Note: I think you have some problem with vector analysis. You can look at the "Vector Analysis (Schaum's Outline) by Spiegel". It is an excellent book.

Answer 2

I really don't know what these integrals are

This issue seems very broad, and I don't know what is really meant by this statement. Maybe the info below will help.

I think my professor intended this to be a ⋅ in the integrals but has missed them out.

Agreed. Just look at the definition of the electric potential to see this.

I don't know [...] how they follow from the above equation.

I'll briefly outline the general steps. The nitty gritty is for best left for a more focussed question.

We want to evaluate the line integral $$\phi\equiv-\int \vec E \cdot d \vec s$$ along some path, which is typically labeled $C$. (You'll see subscripts on the integral indicating this sometimes, like $\int_C$.) A common question when learning this is to ask which path? The answer is any path from an arbitrary reference point (that you choose) to the point $(x,y,z)$ at which you want to evaluate the potential. Often people choose infinity to be the reference point, meaning physicists would typically write something like $r=\infty$ as the lower bound. Now, you don't have to make that choice. If you make a different choice for the arbitrary reference point, and then compare your final result for the potential with the result from yet another choice, you'll find that the results differ only by a constant value.
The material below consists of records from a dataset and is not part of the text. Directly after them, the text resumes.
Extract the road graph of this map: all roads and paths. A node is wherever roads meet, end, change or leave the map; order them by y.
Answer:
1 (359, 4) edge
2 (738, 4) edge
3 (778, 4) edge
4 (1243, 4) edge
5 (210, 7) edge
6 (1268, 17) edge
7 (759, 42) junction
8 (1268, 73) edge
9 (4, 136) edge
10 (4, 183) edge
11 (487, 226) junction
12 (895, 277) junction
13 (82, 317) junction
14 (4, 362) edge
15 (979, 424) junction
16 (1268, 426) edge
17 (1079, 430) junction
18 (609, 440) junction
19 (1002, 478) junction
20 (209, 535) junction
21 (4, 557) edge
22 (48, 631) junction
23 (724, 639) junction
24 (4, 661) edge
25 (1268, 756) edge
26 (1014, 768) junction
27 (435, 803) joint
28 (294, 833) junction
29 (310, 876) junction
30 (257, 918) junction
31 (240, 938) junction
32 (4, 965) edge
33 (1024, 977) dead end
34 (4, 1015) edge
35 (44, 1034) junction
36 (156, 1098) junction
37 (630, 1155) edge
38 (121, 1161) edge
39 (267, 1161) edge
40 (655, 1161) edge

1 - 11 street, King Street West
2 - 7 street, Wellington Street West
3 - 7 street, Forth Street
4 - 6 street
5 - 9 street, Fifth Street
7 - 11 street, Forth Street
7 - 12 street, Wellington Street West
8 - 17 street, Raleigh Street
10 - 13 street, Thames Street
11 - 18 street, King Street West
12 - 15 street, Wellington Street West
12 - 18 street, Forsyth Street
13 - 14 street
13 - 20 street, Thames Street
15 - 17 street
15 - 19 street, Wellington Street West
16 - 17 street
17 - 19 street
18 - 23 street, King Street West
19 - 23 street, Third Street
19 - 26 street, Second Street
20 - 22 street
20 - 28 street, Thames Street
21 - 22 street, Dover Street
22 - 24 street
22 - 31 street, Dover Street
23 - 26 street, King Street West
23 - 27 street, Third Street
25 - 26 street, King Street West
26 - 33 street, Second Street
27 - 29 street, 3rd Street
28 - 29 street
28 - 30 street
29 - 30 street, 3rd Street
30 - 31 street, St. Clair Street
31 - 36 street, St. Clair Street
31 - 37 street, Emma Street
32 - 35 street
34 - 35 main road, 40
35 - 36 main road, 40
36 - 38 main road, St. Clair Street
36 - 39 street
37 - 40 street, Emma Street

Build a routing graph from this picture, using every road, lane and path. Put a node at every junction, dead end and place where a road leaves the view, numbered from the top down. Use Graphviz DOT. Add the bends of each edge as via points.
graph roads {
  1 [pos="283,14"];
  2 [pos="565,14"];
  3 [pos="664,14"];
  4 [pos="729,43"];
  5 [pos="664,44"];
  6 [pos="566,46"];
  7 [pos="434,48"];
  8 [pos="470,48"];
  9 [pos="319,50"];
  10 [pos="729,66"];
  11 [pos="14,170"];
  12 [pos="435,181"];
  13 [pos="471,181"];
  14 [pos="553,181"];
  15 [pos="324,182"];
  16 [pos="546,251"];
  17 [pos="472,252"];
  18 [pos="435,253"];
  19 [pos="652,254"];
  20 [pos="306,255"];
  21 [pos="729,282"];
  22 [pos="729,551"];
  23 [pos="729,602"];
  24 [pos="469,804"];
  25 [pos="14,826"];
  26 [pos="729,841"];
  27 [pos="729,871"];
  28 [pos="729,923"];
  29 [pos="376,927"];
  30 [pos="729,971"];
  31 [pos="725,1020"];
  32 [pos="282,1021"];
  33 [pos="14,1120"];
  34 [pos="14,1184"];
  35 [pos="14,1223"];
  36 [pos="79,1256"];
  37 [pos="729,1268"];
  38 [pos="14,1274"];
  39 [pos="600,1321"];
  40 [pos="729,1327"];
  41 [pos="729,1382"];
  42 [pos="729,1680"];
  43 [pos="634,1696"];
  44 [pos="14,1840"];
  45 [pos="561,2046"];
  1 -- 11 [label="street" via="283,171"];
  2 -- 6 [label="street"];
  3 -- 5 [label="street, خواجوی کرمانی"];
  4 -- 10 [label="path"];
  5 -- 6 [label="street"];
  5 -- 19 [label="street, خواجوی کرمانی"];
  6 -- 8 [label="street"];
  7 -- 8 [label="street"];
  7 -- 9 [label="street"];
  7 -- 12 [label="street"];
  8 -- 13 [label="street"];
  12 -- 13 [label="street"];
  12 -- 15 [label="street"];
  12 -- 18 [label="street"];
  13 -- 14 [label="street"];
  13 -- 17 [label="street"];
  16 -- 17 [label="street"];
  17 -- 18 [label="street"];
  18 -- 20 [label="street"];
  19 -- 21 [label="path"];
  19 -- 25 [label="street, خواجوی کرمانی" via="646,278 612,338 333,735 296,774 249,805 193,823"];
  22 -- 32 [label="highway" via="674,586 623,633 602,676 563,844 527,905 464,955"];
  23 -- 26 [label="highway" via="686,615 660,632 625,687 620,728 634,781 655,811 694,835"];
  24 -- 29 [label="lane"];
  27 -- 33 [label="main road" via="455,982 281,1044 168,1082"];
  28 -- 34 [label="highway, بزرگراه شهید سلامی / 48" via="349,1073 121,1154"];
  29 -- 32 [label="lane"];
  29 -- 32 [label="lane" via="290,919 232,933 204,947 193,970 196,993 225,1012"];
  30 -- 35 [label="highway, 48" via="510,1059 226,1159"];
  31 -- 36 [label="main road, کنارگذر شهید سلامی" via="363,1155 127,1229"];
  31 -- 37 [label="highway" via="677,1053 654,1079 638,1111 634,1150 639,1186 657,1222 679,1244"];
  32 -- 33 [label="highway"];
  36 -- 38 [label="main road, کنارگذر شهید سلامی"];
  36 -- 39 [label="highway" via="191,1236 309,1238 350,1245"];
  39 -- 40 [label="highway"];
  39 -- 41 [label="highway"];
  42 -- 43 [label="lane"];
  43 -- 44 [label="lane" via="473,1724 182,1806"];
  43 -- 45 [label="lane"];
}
That's pretty amazing. (Try it to convince yourself.) Now, a really clever way of doing these line integrals for potential is to just write out the indefinite integral and slap on the integration constant on the end. That's what your instructor did.

Another way of seeing why this works is to remember that, in the end, we're typically more interested in the electric field $\vec E=-\vec \nabla \phi$. So who cares what the integration constant is? It goes away when you take the derivative.

I can't figure out where these integrals come from (i.e. why they give the potential), what these integrals mean

They come from the definition of the electric potential $\phi$. Nothing more. The phrase electric potential means $-\int \vec E \cdot d\vec s.$

As for what such an integral means, not much. But differences in electric potential (aka voltage or electric potential difference) tell you something akin to the potential energy per unit charge. There are plenty of resources online or in your textbook elaborating on this point.